Collected data entries:

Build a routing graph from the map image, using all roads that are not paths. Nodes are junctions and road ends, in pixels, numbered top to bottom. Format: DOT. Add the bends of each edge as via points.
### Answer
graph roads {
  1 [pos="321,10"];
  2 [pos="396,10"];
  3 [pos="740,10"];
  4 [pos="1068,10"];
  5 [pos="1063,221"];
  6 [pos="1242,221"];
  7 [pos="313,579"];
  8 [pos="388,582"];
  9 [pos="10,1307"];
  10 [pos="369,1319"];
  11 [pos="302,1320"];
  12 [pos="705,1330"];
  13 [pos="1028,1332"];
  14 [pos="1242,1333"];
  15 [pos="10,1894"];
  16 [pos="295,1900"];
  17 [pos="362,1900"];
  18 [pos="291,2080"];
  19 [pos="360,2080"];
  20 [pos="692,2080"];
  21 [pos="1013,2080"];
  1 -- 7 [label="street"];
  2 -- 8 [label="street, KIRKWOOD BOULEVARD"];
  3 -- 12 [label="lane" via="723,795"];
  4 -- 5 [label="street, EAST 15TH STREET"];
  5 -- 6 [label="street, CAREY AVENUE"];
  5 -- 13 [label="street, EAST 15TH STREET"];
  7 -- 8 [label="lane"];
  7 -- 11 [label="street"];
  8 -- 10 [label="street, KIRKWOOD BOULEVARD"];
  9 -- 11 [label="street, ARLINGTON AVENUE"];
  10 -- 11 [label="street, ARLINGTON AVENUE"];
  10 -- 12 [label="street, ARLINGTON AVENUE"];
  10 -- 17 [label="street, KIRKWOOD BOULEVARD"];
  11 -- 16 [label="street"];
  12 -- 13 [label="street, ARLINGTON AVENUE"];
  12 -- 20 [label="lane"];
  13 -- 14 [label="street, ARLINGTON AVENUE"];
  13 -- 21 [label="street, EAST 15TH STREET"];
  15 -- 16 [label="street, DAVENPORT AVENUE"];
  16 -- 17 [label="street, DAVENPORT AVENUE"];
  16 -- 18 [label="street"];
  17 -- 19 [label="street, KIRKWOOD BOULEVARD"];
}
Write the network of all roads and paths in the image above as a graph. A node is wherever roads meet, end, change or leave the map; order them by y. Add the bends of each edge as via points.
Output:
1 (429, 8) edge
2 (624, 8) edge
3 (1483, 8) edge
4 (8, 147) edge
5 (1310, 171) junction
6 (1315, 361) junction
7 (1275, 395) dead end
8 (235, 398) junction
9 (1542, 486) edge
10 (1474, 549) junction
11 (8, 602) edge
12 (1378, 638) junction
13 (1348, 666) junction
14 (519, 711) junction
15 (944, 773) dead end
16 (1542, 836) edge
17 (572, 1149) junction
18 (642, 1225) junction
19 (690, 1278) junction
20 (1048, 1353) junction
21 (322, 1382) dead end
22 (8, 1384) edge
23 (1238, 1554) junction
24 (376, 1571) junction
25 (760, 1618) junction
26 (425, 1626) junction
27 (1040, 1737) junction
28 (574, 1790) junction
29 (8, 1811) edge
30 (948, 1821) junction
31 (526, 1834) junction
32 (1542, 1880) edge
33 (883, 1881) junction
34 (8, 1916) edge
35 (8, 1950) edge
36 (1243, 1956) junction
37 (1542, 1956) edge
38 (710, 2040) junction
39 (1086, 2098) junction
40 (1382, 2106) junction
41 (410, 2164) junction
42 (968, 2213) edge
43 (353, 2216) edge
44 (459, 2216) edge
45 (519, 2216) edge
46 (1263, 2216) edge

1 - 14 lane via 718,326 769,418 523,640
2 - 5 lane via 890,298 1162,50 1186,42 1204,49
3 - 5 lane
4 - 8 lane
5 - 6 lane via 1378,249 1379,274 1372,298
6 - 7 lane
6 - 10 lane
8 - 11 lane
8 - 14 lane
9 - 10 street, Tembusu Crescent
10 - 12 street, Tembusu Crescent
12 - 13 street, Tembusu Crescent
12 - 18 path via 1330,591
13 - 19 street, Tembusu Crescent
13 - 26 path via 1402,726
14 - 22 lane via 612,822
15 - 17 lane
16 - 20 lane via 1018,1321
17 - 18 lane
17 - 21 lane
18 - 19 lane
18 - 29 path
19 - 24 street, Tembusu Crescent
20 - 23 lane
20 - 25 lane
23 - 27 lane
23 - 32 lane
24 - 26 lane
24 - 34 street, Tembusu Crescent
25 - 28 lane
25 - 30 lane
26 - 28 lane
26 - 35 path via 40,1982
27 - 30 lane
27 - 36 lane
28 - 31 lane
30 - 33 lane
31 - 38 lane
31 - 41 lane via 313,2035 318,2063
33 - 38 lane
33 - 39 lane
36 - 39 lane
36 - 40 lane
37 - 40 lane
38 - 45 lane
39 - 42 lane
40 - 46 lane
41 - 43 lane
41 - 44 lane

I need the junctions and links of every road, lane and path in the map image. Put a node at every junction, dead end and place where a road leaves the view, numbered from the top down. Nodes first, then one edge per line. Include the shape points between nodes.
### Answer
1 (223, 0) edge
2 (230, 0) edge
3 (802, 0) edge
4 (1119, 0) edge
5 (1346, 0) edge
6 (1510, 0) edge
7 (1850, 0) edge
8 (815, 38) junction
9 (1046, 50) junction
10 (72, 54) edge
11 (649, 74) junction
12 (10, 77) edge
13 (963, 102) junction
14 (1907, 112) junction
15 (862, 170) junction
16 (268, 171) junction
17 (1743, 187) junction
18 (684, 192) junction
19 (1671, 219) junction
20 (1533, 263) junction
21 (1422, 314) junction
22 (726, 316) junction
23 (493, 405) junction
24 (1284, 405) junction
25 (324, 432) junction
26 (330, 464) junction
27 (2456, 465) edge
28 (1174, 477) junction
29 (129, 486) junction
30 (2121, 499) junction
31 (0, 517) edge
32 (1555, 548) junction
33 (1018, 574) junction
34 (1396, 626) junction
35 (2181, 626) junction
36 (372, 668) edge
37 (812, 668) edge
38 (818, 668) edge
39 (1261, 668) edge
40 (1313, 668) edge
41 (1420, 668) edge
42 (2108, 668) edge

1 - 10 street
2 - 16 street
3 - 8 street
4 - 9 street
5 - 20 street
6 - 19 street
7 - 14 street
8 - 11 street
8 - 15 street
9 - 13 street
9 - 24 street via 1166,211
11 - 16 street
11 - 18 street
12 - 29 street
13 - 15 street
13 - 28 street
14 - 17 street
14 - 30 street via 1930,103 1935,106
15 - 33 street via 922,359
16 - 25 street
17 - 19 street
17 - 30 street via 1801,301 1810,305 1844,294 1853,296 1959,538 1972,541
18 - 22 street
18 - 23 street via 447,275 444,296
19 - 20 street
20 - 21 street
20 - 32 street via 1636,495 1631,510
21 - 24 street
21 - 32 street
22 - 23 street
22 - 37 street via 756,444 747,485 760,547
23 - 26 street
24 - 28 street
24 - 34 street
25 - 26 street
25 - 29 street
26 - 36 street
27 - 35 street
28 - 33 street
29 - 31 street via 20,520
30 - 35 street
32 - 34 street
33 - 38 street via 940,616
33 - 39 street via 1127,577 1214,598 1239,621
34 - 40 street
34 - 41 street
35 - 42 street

WORK INSTRUCTIONS> Each record above is to be given again without any change to its wording.

WRITTEN ANSWER>
Build a routing graph from the map image, using all roads that are not paths. Nodes are junctions and road ends, in pixels, numbered top to bottom. Format: DOT. Add the bends of each edge as via points.
### Answer
graph roads {
  1 [pos="321,10"];
  2 [pos="396,10"];
  3 [pos="740,10"];
  4 [pos="1068,10"];
  5 [pos="1063,221"];
  6 [pos="1242,221"];
  7 [pos="313,579"];
  8 [pos="388,582"];
  9 [pos="10,1307"];
  10 [pos="369,1319"];
  11 [pos="302,1320"];
  12 [pos="705,1330"];
  13 [pos="1028,1332"];
  14 [pos="1242,1333"];
  15 [pos="10,1894"];
  16 [pos="295,1900"];
  17 [pos="362,1900"];
  18 [pos="291,2080"];
  19 [pos="360,2080"];
  20 [pos="692,2080"];
  21 [pos="1013,2080"];
  1 -- 7 [label="street"];
  2 -- 8 [label="street, KIRKWOOD BOULEVARD"];
  3 -- 12 [label="lane" via="723,795"];
  4 -- 5 [label="street, EAST 15TH STREET"];
  5 -- 6 [label="street, CAREY AVENUE"];
  5 -- 13 [label="street, EAST 15TH STREET"];
  7 -- 8 [label="lane"];
  7 -- 11 [label="street"];
  8 -- 10 [label="street, KIRKWOOD BOULEVARD"];
  9 -- 11 [label="street, ARLINGTON AVENUE"];
  10 -- 11 [label="street, ARLINGTON AVENUE"];
  10 -- 12 [label="street, ARLINGTON AVENUE"];
  10 -- 17 [label="street, KIRKWOOD BOULEVARD"];
  11 -- 16 [label="street"];
  12 -- 13 [label="street, ARLINGTON AVENUE"];
  12 -- 20 [label="lane"];
  13 -- 14 [label="street, ARLINGTON AVENUE"];
  13 -- 21 [label="street, EAST 15TH STREET"];
  15 -- 16 [label="street, DAVENPORT AVENUE"];
  16 -- 17 [label="street, DAVENPORT AVENUE"];
  16 -- 18 [label="street"];
  17 -- 19 [label="street, KIRKWOOD BOULEVARD"];
}
Write the network of all roads and paths in the image above as a graph. A node is wherever roads meet, end, change or leave the map; order them by y. Add the bends of each edge as via points.
Output:
1 (429, 8) edge
2 (624, 8) edge
3 (1483, 8) edge
4 (8, 147) edge
5 (1310, 171) junction
6 (1315, 361) junction
7 (1275, 395) dead end
8 (235, 398) junction
9 (1542, 486) edge
10 (1474, 549) junction
11 (8, 602) edge
12 (1378, 638) junction
13 (1348, 666) junction
14 (519, 711) junction
15 (944, 773) dead end
16 (1542, 836) edge
17 (572, 1149) junction
18 (642, 1225) junction
19 (690, 1278) junction
20 (1048, 1353) junction
21 (322, 1382) dead end
22 (8, 1384) edge
23 (1238, 1554) junction
24 (376, 1571) junction
25 (760, 1618) junction
26 (425, 1626) junction
27 (1040, 1737) junction
28 (574, 1790) junction
29 (8, 1811) edge
30 (948, 1821) junction
31 (526, 1834) junction
32 (1542, 1880) edge
33 (883, 1881) junction
34 (8, 1916) edge
35 (8, 1950) edge
36 (1243, 1956) junction
37 (1542, 1956) edge
38 (710, 2040) junction
39 (1086, 2098) junction
40 (1382, 2106) junction
41 (410, 2164) junction
42 (968, 2213) edge
43 (353, 2216) edge
44 (459, 2216) edge
45 (519, 2216) edge
46 (1263, 2216) edge

1 - 14 lane via 718,326 769,418 523,640
2 - 5 lane via 890,298 1162,50 1186,42 1204,49
3 - 5 lane
4 - 8 lane
5 - 6 lane via 1378,249 1379,274 1372,298
6 - 7 lane
6 - 10 lane
8 - 11 lane
8 - 14 lane
9 - 10 street, Tembusu Crescent
10 - 12 street, Tembusu Crescent
12 - 13 street, Tembusu Crescent
12 - 18 path via 1330,591
13 - 19 street, Tembusu Crescent
13 - 26 path via 1402,726
14 - 22 lane via 612,822
15 - 17 lane
16 - 20 lane via 1018,1321
17 - 18 lane
17 - 21 lane
18 - 19 lane
18 - 29 path
19 - 24 street, Tembusu Crescent
20 - 23 lane
20 - 25 lane
23 - 27 lane
23 - 32 lane
24 - 26 lane
24 - 34 street, Tembusu Crescent
25 - 28 lane
25 - 30 lane
26 - 28 lane
26 - 35 path via 40,1982
27 - 30 lane
27 - 36 lane
28 - 31 lane
30 - 33 lane
31 - 38 lane
31 - 41 lane via 313,2035 318,2063
33 - 38 lane
33 - 39 lane
36 - 39 lane
36 - 40 lane
37 - 40 lane
38 - 45 lane
39 - 42 lane
40 - 46 lane
41 - 43 lane
41 - 44 lane

I need the junctions and links of every road, lane and path in the map image. Put a node at every junction, dead end and place where a road leaves the view, numbered from the top down. Nodes first, then one edge per line. Include the shape points between nodes.
### Answer
1 (223, 0) edge
2 (230, 0) edge
3 (802, 0) edge
4 (1119, 0) edge
5 (1346, 0) edge
6 (1510, 0) edge
7 (1850, 0) edge
8 (815, 38) junction
9 (1046, 50) junction
10 (72, 54) edge
11 (649, 74) junction
12 (10, 77) edge
13 (963, 102) junction
14 (1907, 112) junction
15 (862, 170) junction
16 (268, 171) junction
17 (1743, 187) junction
18 (684, 192) junction
19 (1671, 219) junction
20 (1533, 263) junction
21 (1422, 314) junction
22 (726, 316) junction
23 (493, 405) junction
24 (1284, 405) junction
25 (324, 432) junction
26 (330, 464) junction
27 (2456, 465) edge
28 (1174, 477) junction
29 (129, 486) junction
30 (2121, 499) junction
31 (0, 517) edge
32 (1555, 548) junction
33 (1018, 574) junction
34 (1396, 626) junction
35 (2181, 626) junction
36 (372, 668) edge
37 (812, 668) edge
38 (818, 668) edge
39 (1261, 668) edge
40 (1313, 668) edge
41 (1420, 668) edge
42 (2108, 668) edge

1 - 10 street
2 - 16 street
3 - 8 street
4 - 9 street
5 - 20 street
6 - 19 street
7 - 14 street
8 - 11 street
8 - 15 street
9 - 13 street
9 - 24 street via 1166,211
11 - 16 street
11 - 18 street
12 - 29 street
13 - 15 street
13 - 28 street
14 - 17 street
14 - 30 street via 1930,103 1935,106
15 - 33 street via 922,359
16 - 25 street
17 - 19 street
17 - 30 street via 1801,301 1810,305 1844,294 1853,296 1959,538 1972,541
18 - 22 street
18 - 23 street via 447,275 444,296
19 - 20 street
20 - 21 street
20 - 32 street via 1636,495 1631,510
21 - 24 street
21 - 32 street
22 - 23 street
22 - 37 street via 756,444 747,485 760,547
23 - 26 street
24 - 28 street
24 - 34 street
25 - 26 street
25 - 29 street
26 - 36 street
27 - 35 street
28 - 33 street
29 - 31 street via 20,520
30 - 35 street
32 - 34 street
33 - 38 street via 940,616
33 - 39 street via 1127,577 1214,598 1239,621
34 - 40 street
34 - 41 street
35 - 42 street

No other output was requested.